■ **Work item**
Look for the word "Stricker" in the data below, and copy every line that holds it.

[Dataset entries]
┌────────

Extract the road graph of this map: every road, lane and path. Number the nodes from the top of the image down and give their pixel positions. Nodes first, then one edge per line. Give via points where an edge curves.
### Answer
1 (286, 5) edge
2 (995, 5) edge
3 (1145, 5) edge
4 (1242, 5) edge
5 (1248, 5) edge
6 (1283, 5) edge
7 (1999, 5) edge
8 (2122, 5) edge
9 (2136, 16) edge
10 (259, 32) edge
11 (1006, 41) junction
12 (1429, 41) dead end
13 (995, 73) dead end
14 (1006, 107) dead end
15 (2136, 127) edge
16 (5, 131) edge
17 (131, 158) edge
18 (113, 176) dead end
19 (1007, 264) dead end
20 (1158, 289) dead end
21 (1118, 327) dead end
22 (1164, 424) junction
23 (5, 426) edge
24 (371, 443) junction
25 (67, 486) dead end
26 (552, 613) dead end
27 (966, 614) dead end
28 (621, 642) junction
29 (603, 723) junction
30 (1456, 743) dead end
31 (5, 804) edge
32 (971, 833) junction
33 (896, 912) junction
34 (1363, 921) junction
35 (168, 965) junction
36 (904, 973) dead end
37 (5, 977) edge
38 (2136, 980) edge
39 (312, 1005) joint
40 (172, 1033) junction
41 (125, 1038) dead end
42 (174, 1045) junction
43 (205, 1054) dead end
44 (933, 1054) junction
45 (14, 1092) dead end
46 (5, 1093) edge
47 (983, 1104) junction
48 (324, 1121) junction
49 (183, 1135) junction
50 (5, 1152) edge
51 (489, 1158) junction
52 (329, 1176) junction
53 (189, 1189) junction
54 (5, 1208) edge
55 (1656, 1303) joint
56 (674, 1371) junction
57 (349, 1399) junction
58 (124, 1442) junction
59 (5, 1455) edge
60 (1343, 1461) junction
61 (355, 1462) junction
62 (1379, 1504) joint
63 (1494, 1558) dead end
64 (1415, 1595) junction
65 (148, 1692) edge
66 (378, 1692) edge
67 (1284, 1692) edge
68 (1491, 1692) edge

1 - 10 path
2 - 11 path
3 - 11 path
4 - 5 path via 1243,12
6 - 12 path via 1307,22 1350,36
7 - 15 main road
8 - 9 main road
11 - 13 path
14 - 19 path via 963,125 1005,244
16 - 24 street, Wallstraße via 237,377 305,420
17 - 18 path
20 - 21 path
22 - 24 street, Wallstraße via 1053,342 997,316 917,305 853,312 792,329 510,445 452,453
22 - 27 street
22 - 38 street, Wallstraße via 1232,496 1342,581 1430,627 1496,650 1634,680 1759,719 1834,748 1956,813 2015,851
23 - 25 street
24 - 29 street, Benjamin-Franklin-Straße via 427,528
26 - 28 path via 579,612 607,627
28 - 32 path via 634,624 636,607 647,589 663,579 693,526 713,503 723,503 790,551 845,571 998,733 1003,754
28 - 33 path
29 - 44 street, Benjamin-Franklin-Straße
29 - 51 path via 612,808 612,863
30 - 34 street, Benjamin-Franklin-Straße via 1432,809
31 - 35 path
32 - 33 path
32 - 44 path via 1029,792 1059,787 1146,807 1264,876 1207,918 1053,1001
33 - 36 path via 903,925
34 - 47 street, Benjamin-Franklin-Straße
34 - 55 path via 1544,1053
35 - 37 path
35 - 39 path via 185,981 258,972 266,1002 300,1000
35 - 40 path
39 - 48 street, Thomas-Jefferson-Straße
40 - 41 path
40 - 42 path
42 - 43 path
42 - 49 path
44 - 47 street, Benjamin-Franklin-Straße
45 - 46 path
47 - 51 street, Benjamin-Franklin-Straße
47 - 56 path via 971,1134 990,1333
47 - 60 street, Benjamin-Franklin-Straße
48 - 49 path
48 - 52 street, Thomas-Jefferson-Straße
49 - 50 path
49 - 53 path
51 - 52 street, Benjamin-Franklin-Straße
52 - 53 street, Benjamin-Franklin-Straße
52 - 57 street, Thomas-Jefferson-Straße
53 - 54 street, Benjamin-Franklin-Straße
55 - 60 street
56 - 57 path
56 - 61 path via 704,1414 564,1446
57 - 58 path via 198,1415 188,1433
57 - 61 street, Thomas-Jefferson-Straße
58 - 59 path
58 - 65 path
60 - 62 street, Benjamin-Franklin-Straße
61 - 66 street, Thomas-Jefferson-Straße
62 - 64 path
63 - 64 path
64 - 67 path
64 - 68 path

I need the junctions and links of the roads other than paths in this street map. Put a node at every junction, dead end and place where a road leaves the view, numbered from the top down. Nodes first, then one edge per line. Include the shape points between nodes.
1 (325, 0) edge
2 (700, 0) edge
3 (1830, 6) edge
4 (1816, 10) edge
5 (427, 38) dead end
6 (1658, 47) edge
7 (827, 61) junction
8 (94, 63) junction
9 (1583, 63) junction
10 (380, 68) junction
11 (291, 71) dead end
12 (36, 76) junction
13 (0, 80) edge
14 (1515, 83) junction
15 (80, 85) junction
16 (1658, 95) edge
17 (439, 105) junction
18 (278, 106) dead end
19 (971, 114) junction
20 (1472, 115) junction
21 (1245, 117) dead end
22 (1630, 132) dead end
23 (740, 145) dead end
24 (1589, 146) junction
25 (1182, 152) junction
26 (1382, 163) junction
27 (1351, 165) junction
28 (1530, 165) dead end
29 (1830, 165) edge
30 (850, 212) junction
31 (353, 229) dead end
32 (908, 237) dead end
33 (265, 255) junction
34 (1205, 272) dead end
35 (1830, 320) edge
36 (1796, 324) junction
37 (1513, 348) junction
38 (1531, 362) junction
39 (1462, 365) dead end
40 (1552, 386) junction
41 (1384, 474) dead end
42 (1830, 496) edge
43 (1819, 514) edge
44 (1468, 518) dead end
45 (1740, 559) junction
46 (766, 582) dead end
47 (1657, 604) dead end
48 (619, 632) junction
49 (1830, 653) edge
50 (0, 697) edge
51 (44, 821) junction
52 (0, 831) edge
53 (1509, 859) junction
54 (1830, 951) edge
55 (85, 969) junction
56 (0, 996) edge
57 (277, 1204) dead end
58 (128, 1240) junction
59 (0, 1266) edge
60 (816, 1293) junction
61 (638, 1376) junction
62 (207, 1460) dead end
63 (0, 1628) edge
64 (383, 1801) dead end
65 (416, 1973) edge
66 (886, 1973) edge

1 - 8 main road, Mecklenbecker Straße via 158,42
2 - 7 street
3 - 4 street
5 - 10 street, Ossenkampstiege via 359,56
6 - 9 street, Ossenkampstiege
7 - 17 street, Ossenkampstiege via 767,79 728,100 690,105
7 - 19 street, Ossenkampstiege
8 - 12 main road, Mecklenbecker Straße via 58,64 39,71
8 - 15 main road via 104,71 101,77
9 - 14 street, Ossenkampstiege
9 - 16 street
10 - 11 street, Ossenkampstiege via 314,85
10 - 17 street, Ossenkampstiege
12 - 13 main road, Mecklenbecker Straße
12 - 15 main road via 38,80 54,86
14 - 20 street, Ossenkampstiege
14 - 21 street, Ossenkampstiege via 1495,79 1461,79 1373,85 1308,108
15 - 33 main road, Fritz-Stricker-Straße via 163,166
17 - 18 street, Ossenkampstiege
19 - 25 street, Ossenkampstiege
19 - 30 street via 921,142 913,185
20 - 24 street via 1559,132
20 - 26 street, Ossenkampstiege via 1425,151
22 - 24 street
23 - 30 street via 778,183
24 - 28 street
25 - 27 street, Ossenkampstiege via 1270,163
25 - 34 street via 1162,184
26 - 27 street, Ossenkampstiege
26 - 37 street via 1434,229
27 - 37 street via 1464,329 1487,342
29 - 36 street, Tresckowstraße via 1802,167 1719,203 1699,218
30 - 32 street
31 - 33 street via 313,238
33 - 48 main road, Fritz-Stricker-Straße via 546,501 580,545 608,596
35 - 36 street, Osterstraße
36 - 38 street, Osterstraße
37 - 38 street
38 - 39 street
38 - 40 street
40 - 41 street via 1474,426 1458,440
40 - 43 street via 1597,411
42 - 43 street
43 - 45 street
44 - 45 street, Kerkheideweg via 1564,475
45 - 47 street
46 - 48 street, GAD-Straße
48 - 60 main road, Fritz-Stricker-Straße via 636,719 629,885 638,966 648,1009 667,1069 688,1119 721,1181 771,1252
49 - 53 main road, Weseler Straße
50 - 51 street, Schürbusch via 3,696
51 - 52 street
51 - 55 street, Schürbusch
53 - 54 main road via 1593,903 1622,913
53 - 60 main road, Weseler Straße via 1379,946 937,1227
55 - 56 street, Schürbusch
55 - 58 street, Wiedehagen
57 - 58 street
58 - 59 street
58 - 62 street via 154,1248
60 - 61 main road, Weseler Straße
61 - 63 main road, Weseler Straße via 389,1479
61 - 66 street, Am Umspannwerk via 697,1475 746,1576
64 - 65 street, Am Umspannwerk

└────────

■ **Expected output**
15 - 33 main road, Fritz-Stricker-Straße via 163,166
33 - 48 main road, Fritz-Stricker-Straße via 546,501 580,545 608,596
48 - 60 main road, Fritz-Stricker-Straße via 636,719 629,885 638,966 648,1009 667,1069 688,1119 721,1181 771,1252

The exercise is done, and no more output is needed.